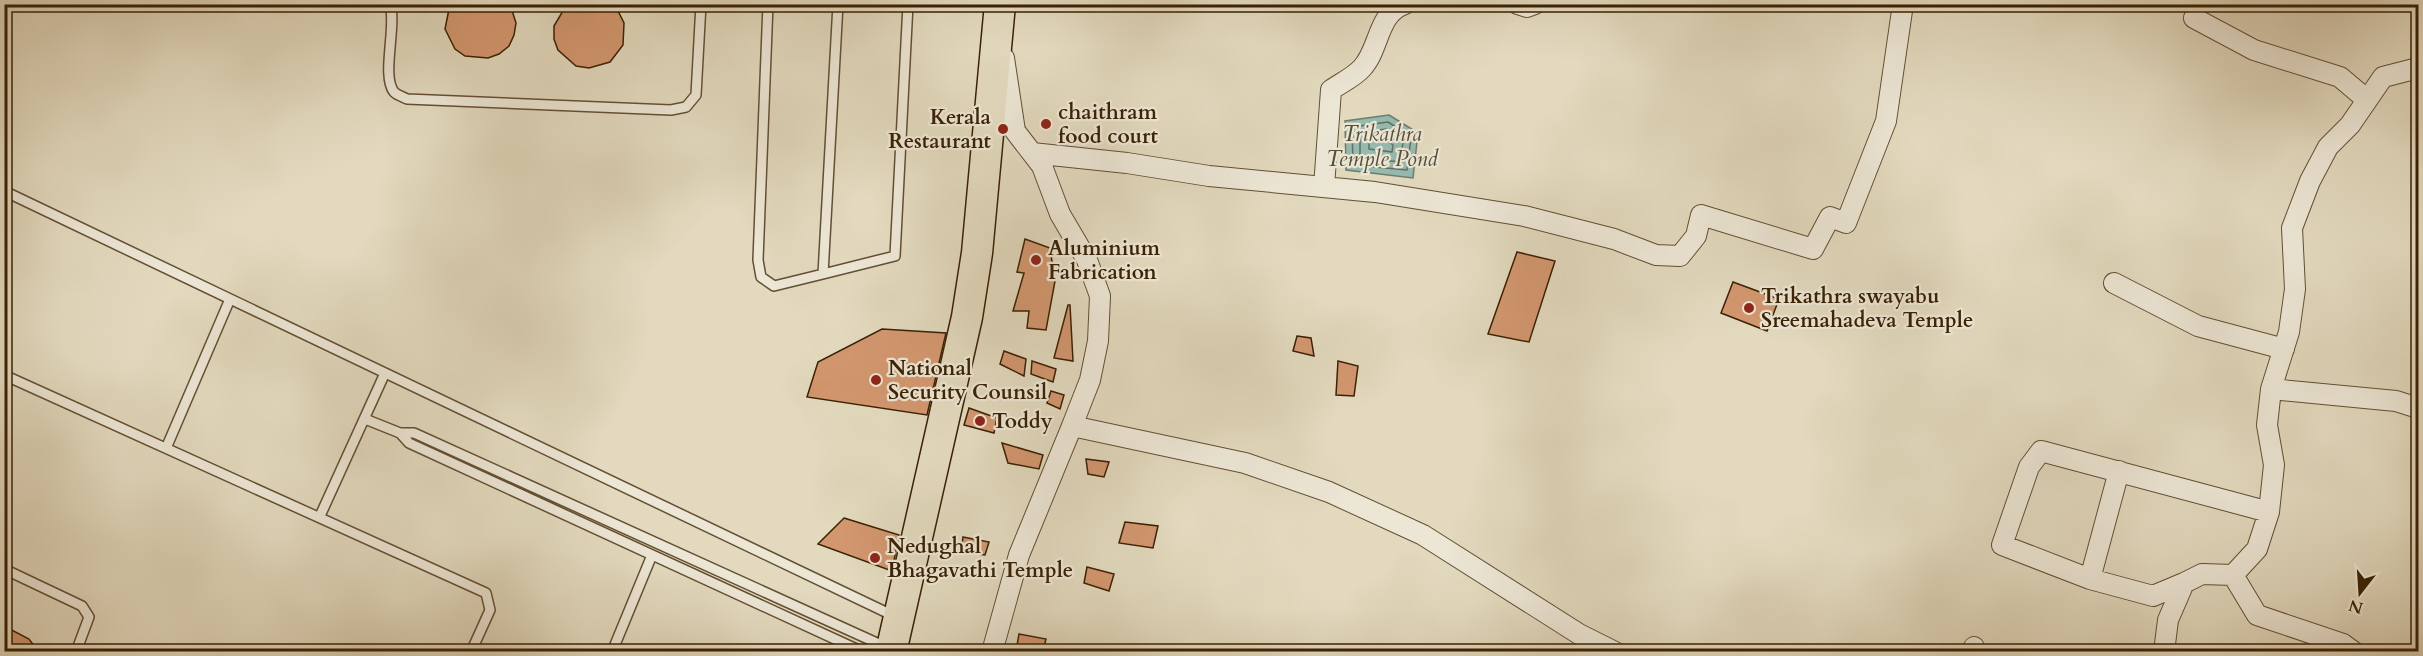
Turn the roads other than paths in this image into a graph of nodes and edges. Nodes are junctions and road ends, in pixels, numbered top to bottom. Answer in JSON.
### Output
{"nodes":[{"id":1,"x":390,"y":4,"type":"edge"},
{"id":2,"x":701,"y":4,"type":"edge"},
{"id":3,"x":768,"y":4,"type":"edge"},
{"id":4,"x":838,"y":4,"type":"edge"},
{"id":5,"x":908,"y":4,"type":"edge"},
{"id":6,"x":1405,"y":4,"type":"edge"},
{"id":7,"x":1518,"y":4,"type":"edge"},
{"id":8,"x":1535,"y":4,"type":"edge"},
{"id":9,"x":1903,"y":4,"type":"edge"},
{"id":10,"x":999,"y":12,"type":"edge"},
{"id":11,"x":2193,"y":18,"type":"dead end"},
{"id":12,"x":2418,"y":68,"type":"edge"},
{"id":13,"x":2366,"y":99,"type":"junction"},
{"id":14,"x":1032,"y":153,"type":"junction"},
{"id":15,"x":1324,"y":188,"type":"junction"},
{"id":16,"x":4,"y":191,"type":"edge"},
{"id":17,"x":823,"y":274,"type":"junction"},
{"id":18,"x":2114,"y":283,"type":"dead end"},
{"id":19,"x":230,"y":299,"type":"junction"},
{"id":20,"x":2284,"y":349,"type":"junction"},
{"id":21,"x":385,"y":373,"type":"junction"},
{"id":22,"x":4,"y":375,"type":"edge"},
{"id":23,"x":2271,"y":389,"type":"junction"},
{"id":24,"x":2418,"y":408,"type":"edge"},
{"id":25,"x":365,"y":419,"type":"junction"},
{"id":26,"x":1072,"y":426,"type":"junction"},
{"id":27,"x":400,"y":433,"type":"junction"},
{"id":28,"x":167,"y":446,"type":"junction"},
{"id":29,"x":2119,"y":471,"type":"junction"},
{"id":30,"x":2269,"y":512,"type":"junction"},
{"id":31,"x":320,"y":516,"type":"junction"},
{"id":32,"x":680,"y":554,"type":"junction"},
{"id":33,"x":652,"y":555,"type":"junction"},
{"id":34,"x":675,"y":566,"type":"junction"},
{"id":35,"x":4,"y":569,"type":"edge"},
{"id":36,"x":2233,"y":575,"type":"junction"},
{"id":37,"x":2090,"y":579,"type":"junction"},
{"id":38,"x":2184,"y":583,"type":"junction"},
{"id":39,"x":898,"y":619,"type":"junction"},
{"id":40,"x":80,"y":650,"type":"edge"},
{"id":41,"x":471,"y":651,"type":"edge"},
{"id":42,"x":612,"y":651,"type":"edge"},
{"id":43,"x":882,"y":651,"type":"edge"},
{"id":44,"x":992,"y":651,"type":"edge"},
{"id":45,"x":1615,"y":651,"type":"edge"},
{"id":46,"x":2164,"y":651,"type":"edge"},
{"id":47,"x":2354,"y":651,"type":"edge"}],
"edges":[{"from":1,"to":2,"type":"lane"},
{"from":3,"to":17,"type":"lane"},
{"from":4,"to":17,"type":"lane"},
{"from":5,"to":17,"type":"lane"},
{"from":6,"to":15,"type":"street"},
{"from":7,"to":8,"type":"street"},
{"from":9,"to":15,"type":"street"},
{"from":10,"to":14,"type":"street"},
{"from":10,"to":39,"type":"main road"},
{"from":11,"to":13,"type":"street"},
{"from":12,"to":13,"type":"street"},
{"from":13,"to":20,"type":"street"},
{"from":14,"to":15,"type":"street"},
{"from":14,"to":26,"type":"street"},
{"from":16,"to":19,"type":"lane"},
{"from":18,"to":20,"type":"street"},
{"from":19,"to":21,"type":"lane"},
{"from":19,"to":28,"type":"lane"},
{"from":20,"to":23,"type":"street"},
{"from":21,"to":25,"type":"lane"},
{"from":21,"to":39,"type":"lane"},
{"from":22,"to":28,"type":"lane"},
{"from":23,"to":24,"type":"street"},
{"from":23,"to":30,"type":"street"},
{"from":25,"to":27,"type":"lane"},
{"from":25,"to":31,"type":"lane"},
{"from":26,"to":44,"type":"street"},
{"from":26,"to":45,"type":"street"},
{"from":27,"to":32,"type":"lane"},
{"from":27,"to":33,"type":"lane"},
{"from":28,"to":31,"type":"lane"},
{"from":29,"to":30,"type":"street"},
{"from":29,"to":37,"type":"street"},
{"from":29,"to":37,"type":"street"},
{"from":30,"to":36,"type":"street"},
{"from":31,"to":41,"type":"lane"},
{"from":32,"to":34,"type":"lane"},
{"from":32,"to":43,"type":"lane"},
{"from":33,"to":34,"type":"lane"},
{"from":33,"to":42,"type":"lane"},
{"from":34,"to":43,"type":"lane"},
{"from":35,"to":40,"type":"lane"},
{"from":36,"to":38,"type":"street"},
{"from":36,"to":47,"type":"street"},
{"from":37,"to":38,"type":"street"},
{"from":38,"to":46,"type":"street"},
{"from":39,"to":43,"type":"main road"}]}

→ Task requirements: Without including any pictures, print each record exactly.

→ Answer section:
Turn the roads other than paths in this image into a graph of nodes and edges. Nodes are junctions and road ends, in pixels, numbered top to bottom. Answer in JSON.
### Output
{"nodes":[{"id":1,"x":390,"y":4,"type":"edge"},
{"id":2,"x":701,"y":4,"type":"edge"},
{"id":3,"x":768,"y":4,"type":"edge"},
{"id":4,"x":838,"y":4,"type":"edge"},
{"id":5,"x":908,"y":4,"type":"edge"},
{"id":6,"x":1405,"y":4,"type":"edge"},
{"id":7,"x":1518,"y":4,"type":"edge"},
{"id":8,"x":1535,"y":4,"type":"edge"},
{"id":9,"x":1903,"y":4,"type":"edge"},
{"id":10,"x":999,"y":12,"type":"edge"},
{"id":11,"x":2193,"y":18,"type":"dead end"},
{"id":12,"x":2418,"y":68,"type":"edge"},
{"id":13,"x":2366,"y":99,"type":"junction"},
{"id":14,"x":1032,"y":153,"type":"junction"},
{"id":15,"x":1324,"y":188,"type":"junction"},
{"id":16,"x":4,"y":191,"type":"edge"},
{"id":17,"x":823,"y":274,"type":"junction"},
{"id":18,"x":2114,"y":283,"type":"dead end"},
{"id":19,"x":230,"y":299,"type":"junction"},
{"id":20,"x":2284,"y":349,"type":"junction"},
{"id":21,"x":385,"y":373,"type":"junction"},
{"id":22,"x":4,"y":375,"type":"edge"},
{"id":23,"x":2271,"y":389,"type":"junction"},
{"id":24,"x":2418,"y":408,"type":"edge"},
{"id":25,"x":365,"y":419,"type":"junction"},
{"id":26,"x":1072,"y":426,"type":"junction"},
{"id":27,"x":400,"y":433,"type":"junction"},
{"id":28,"x":167,"y":446,"type":"junction"},
{"id":29,"x":2119,"y":471,"type":"junction"},
{"id":30,"x":2269,"y":512,"type":"junction"},
{"id":31,"x":320,"y":516,"type":"junction"},
{"id":32,"x":680,"y":554,"type":"junction"},
{"id":33,"x":652,"y":555,"type":"junction"},
{"id":34,"x":675,"y":566,"type":"junction"},
{"id":35,"x":4,"y":569,"type":"edge"},
{"id":36,"x":2233,"y":575,"type":"junction"},
{"id":37,"x":2090,"y":579,"type":"junction"},
{"id":38,"x":2184,"y":583,"type":"junction"},
{"id":39,"x":898,"y":619,"type":"junction"},
{"id":40,"x":80,"y":650,"type":"edge"},
{"id":41,"x":471,"y":651,"type":"edge"},
{"id":42,"x":612,"y":651,"type":"edge"},
{"id":43,"x":882,"y":651,"type":"edge"},
{"id":44,"x":992,"y":651,"type":"edge"},
{"id":45,"x":1615,"y":651,"type":"edge"},
{"id":46,"x":2164,"y":651,"type":"edge"},
{"id":47,"x":2354,"y":651,"type":"edge"}],
"edges":[{"from":1,"to":2,"type":"lane"},
{"from":3,"to":17,"type":"lane"},
{"from":4,"to":17,"type":"lane"},
{"from":5,"to":17,"type":"lane"},
{"from":6,"to":15,"type":"street"},
{"from":7,"to":8,"type":"street"},
{"from":9,"to":15,"type":"street"},
{"from":10,"to":14,"type":"street"},
{"from":10,"to":39,"type":"main road"},
{"from":11,"to":13,"type":"street"},
{"from":12,"to":13,"type":"street"},
{"from":13,"to":20,"type":"street"},
{"from":14,"to":15,"type":"street"},
{"from":14,"to":26,"type":"street"},
{"from":16,"to":19,"type":"lane"},
{"from":18,"to":20,"type":"street"},
{"from":19,"to":21,"type":"lane"},
{"from":19,"to":28,"type":"lane"},
{"from":20,"to":23,"type":"street"},
{"from":21,"to":25,"type":"lane"},
{"from":21,"to":39,"type":"lane"},
{"from":22,"to":28,"type":"lane"},
{"from":23,"to":24,"type":"street"},
{"from":23,"to":30,"type":"street"},
{"from":25,"to":27,"type":"lane"},
{"from":25,"to":31,"type":"lane"},
{"from":26,"to":44,"type":"street"},
{"from":26,"to":45,"type":"street"},
{"from":27,"to":32,"type":"lane"},
{"from":27,"to":33,"type":"lane"},
{"from":28,"to":31,"type":"lane"},
{"from":29,"to":30,"type":"street"},
{"from":29,"to":37,"type":"street"},
{"from":29,"to":37,"type":"street"},
{"from":30,"to":36,"type":"street"},
{"from":31,"to":41,"type":"lane"},
{"from":32,"to":34,"type":"lane"},
{"from":32,"to":43,"type":"lane"},
{"from":33,"to":34,"type":"lane"},
{"from":33,"to":42,"type":"lane"},
{"from":34,"to":43,"type":"lane"},
{"from":35,"to":40,"type":"lane"},
{"from":36,"to":38,"type":"street"},
{"from":36,"to":47,"type":"street"},
{"from":37,"to":38,"type":"street"},
{"from":38,"to":46,"type":"street"},
{"from":39,"to":43,"type":"main road"}]}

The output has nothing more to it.